Depois de termos interiorizado esta ideia da jogabilidade RPG com narrativa de acção-aventura, o jogo ganha todo um novo encanto, porque abre um enorme leque de possibilidades, impossíveis de realizar em jogos exclusivamente RPG ou acção-aventura. O mundo gigantesco navegável de
Fallout 3, filtrado por um sistema complexo de regras do design de jogo, permite desenvolver uma vastidão de possibilidades, que dão ao jogador a sensação de liberdade como nunca antes sentiu em qualquer outro jogo.
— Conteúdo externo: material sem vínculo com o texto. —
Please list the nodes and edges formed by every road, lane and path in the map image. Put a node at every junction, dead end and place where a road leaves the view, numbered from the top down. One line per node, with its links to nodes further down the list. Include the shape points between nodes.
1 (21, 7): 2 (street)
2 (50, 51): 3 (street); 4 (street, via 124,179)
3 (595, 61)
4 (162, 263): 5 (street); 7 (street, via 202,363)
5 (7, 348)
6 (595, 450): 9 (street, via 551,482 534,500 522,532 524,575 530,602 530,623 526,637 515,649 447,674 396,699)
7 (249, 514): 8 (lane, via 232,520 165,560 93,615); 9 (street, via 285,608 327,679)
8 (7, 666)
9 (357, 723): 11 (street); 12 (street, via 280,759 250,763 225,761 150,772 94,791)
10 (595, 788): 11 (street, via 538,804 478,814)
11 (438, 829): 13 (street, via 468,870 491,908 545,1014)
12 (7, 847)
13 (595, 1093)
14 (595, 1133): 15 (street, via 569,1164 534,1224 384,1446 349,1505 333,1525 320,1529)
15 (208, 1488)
Mesmo quando comparado com GTA, o facto da jogabilidade possuir um enorme conjunto de regras que alicerçam todas as nossas acções, e essas regras poderem ser agenciáveis pelo jogador, faz disparar o nível de interactividade, e logo de sensação de liberdade no jogo.
Em
Fallout 3 as escolhas começam antes de nascermos, já que podemos escolher nascer como menino ou menina, daí em diante todas as escolhas que fizermos irão ditar o nosso modo de agir sobre o mundo. Sem ser um sistema binário de escolhas A ou B, vamos percebendo que o mundo se dá a nós consoante as várias opções que vamos fazendo, tanto na estratégia do desenho do personagem através dos sistemas Personalidade (S.P.E.C.I.A.L. - Strength, Perception, Endurance, Charisma, Intelligence, Agility, Luck) e Competências (Skills), como na forma como decidimos interagir com os outros personagens dentro do universo, como ainda nos modo como decidimos completar cada uma das atividades que encontramos pela frente. O nosso jogo define-se segundo as nossas acções, nós somos responsáveis pelo jogo que estamos a jogar, porque ele reflecte aquilo que escolhemos ser naquele universo.
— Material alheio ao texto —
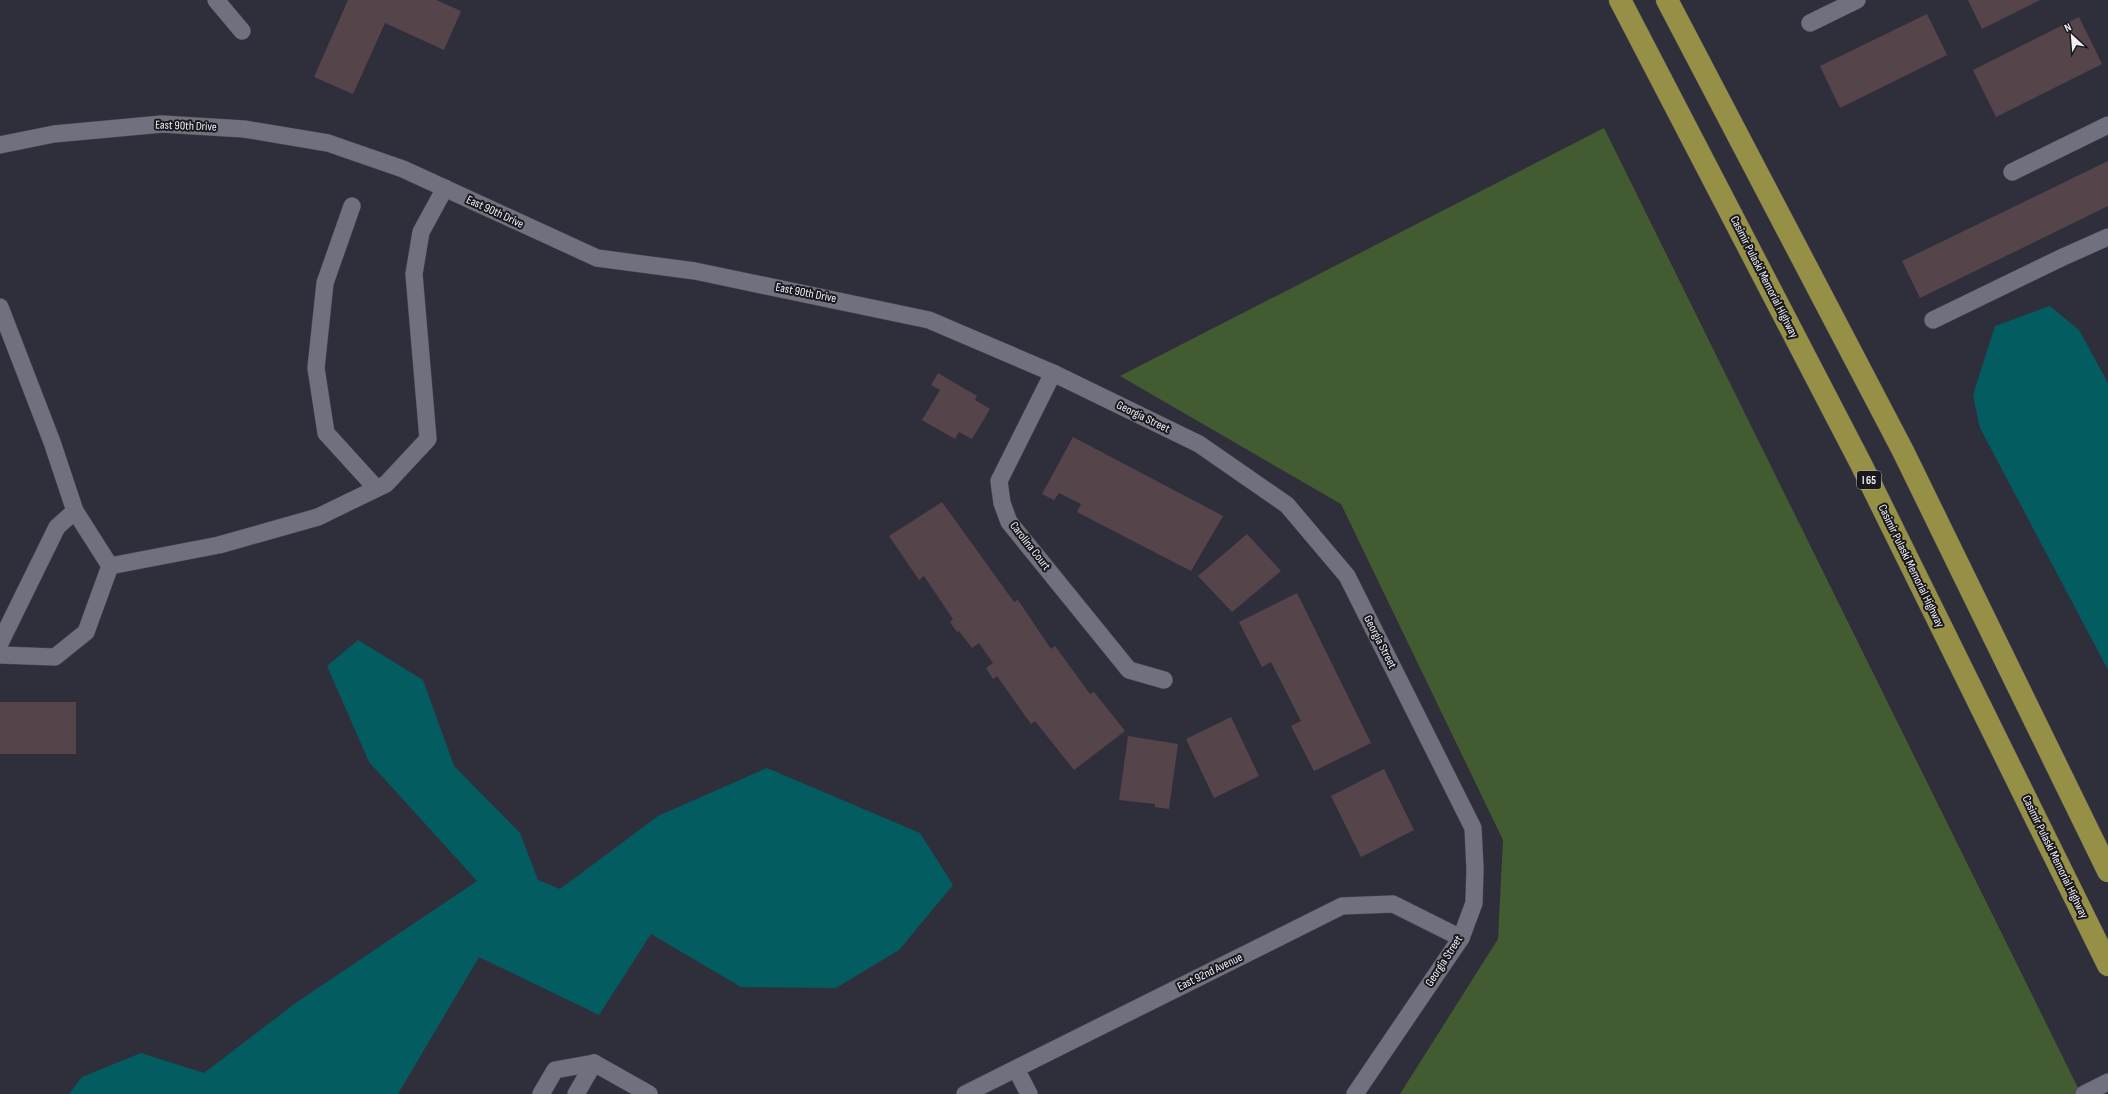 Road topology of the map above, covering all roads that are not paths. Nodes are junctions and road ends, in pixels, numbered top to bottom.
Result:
1 (216, 0) edge
2 (1620, 0) edge
3 (1667, 0) edge
4 (1857, 0) edge
5 (1810, 23) dead end
6 (242, 31) dead end
7 (2108, 125) edge
8 (0, 145) edge
9 (2012, 172) dead end
10 (445, 188) junction
11 (352, 206) dead end
12 (2108, 237) edge
13 (0, 307) edge
14 (1933, 320) dead end
15 (986, 345) joint
16 (1053, 373) junction
17 (376, 488) junction
18 (74, 511) junction
19 (110, 566) junction
20 (0, 643) edge
21 (0, 655) edge
22 (1164, 680) dead end
23 (2108, 871) edge
24 (1461, 938) junction
25 (2108, 964) edge
26 (594, 1063) junction
27 (1016, 1069) junction
28 (2108, 1082) edge
29 (541, 1094) edge
30 (576, 1094) edge
31 (649, 1094) edge
32 (965, 1094) edge
33 (1029, 1094) edge
34 (1355, 1094) edge
35 (2084, 1094) edge

1 - 6 street
2 - 25 highway, Casimir Pulaski Memorial Highway / I 65
3 - 23 highway
4 - 5 street
7 - 9 street
8 - 10 street, East 90th Drive
10 - 15 street, East 90th Drive
10 - 17 street
11 - 17 street
12 - 14 street
13 - 18 street
15 - 16 street, Georgia Street
16 - 22 street, Carolina Court
16 - 24 street, Georgia Street
17 - 19 street
18 - 19 street
18 - 20 street
19 - 21 street
24 - 27 street, East 92nd Avenue
24 - 34 street, Georgia Street
26 - 29 street
26 - 30 street
26 - 31 street
27 - 32 street, East 92nd Avenue
27 - 33 street
28 - 35 street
Pip-Boy 3000, menu das competências (Skills)
Pip-Boy 3000 menu da personalidade (SP.E.C.I.A.L.)
Relativamente ao universo ficcional temos uma atmosfera fantástica, embora ao fim de algumas horas se comece a sentir o seu peso, por ausência de variabilidade, demasiado verde acastanhado, e também o facto do jogo ser de 2008 não lhe permite apresentar atributos visuais em termos de definição gráfica que compitam com trabalhos mais recentes. Ainda assim continua a produzir o seu encantamento, muito graças ao detalhe da estética centrada no universo visual americano dos anos 1950, assim como as vozes de grandes actores, como Liam Neeson, Malcolm McDowell ou Ron Perlman. A verdade é que depois de entrarmos dentro da lógica do jogo, dificilmente conseguimos esquecer o universo, que nos vai atormentando a mente várias vezes ao longo dos dias, quando não estamos a jogar.
Atmosfera de Fallout 3 renderizada em 2014 através de sistemas técnicos modificados. Mais imagens.
Quanto à história, é bastante interessante, não sendo nada de novo, pós-apocalipse com seres humanos que se mutaram por força da radioatividade gerada pelas explosões nucleares. A narrativa segue a lógica do duplo-enredo, em que por um lado procuramos o pai do nosso personagem e por outro tentamos salvar a humanidade através de um elemento base da vivência neste planeta.
Comparando com
Metro: Last Light (2013), temos aqui um sistema de jogo bastante mais complexo, mais trabalhado e enraizado na narrativa, por outro lado
Metro: Last Light é atmosfericamente mais denso e rico. Claro que
Fallout 3 por ser aberto permite uma liberdade de exploração e criativa completamente impossíveis em
Metro: Last Light. Ainda assim são dois belíssimos jogos para quem gostar de universos pós-apocalípticos.